◆ **Exercise brief**:
From the first line through the line containing "Write the network", transcribe the records exactly and include no other lines.

Records from a data collection
((

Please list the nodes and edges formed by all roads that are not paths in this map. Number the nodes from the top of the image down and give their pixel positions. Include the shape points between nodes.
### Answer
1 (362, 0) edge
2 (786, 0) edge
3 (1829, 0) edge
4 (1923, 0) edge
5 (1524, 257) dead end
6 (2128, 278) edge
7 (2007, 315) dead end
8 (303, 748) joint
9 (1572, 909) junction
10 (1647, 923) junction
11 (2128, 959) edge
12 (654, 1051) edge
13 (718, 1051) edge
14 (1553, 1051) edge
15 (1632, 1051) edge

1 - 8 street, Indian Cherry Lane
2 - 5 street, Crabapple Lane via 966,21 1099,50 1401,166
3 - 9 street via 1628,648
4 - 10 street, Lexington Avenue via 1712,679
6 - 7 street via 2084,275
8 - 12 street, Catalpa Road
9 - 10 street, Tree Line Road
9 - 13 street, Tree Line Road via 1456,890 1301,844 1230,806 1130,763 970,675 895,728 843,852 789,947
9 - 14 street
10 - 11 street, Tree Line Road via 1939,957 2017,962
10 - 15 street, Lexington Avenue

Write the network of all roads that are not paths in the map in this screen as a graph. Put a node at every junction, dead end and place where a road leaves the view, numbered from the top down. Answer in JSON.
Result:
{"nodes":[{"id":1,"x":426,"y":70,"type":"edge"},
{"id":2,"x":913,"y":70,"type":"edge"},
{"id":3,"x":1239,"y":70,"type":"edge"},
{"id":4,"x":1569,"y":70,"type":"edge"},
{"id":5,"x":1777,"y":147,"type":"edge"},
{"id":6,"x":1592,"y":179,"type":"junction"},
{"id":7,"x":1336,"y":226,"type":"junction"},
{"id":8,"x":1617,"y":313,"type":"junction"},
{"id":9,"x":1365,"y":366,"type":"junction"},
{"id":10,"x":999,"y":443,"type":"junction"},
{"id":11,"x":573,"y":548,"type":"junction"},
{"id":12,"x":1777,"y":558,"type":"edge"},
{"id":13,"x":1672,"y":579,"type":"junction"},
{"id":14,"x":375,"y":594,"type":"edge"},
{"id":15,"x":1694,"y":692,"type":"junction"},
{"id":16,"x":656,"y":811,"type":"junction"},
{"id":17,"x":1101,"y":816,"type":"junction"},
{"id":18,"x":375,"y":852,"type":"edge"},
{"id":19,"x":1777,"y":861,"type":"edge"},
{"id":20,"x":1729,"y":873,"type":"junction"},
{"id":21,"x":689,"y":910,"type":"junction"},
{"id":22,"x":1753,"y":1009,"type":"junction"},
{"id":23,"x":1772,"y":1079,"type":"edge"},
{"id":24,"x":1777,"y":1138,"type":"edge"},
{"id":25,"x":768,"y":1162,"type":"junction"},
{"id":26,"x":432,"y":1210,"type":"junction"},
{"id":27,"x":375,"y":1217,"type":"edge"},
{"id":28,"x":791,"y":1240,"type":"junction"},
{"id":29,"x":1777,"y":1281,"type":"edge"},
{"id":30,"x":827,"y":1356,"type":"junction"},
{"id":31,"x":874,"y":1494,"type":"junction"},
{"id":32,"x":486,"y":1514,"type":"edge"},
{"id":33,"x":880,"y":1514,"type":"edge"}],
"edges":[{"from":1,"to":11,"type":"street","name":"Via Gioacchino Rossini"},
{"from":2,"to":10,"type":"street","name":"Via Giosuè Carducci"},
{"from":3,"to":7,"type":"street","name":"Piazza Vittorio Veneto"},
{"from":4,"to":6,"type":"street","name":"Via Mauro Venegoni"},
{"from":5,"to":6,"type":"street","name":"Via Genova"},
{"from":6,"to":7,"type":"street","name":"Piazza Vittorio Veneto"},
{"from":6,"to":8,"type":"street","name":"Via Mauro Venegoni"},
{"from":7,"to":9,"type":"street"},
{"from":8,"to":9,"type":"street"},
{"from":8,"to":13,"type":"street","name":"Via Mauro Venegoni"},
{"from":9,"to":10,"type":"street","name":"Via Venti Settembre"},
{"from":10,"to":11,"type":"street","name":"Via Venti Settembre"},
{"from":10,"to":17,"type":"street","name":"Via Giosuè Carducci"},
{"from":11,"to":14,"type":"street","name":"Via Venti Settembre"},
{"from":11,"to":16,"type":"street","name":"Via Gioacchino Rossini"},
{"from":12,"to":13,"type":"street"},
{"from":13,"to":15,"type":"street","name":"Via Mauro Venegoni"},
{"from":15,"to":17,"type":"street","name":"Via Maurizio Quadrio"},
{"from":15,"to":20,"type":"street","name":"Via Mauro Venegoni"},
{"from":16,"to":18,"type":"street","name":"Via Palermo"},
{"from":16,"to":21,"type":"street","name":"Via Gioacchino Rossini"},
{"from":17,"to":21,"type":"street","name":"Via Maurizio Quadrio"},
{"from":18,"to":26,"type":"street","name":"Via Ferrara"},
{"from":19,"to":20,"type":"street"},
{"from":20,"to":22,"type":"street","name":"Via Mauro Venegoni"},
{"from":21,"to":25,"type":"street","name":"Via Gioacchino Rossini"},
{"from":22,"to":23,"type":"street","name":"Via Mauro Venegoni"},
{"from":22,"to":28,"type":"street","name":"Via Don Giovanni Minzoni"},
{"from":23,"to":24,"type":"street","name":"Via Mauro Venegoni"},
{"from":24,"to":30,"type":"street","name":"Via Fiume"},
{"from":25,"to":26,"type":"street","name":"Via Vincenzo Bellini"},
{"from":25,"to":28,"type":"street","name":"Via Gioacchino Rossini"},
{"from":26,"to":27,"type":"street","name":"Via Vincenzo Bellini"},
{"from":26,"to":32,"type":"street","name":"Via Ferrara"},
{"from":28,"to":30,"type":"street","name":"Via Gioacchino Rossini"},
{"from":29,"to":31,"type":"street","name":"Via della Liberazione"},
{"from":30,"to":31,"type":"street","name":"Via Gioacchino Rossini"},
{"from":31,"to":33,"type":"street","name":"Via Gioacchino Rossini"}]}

))

◆ **Answer to the exercise**:
Please list the nodes and edges formed by all roads that are not paths in this map. Number the nodes from the top of the image down and give their pixel positions. Include the shape points between nodes.
### Answer
1 (362, 0) edge
2 (786, 0) edge
3 (1829, 0) edge
4 (1923, 0) edge
5 (1524, 257) dead end
6 (2128, 278) edge
7 (2007, 315) dead end
8 (303, 748) joint
9 (1572, 909) junction
10 (1647, 923) junction
11 (2128, 959) edge
12 (654, 1051) edge
13 (718, 1051) edge
14 (1553, 1051) edge
15 (1632, 1051) edge

1 - 8 street, Indian Cherry Lane
2 - 5 street, Crabapple Lane via 966,21 1099,50 1401,166
3 - 9 street via 1628,648
4 - 10 street, Lexington Avenue via 1712,679
6 - 7 street via 2084,275
8 - 12 street, Catalpa Road
9 - 10 street, Tree Line Road
9 - 13 street, Tree Line Road via 1456,890 1301,844 1230,806 1130,763 970,675 895,728 843,852 789,947
9 - 14 street
10 - 11 street, Tree Line Road via 1939,957 2017,962
10 - 15 street, Lexington Avenue

Write the network of all roads that are not paths in the map in this screen as a graph. Put a node at every junction, dead end and place where a road leaves the view, numbered from the top down. Answer in JSON.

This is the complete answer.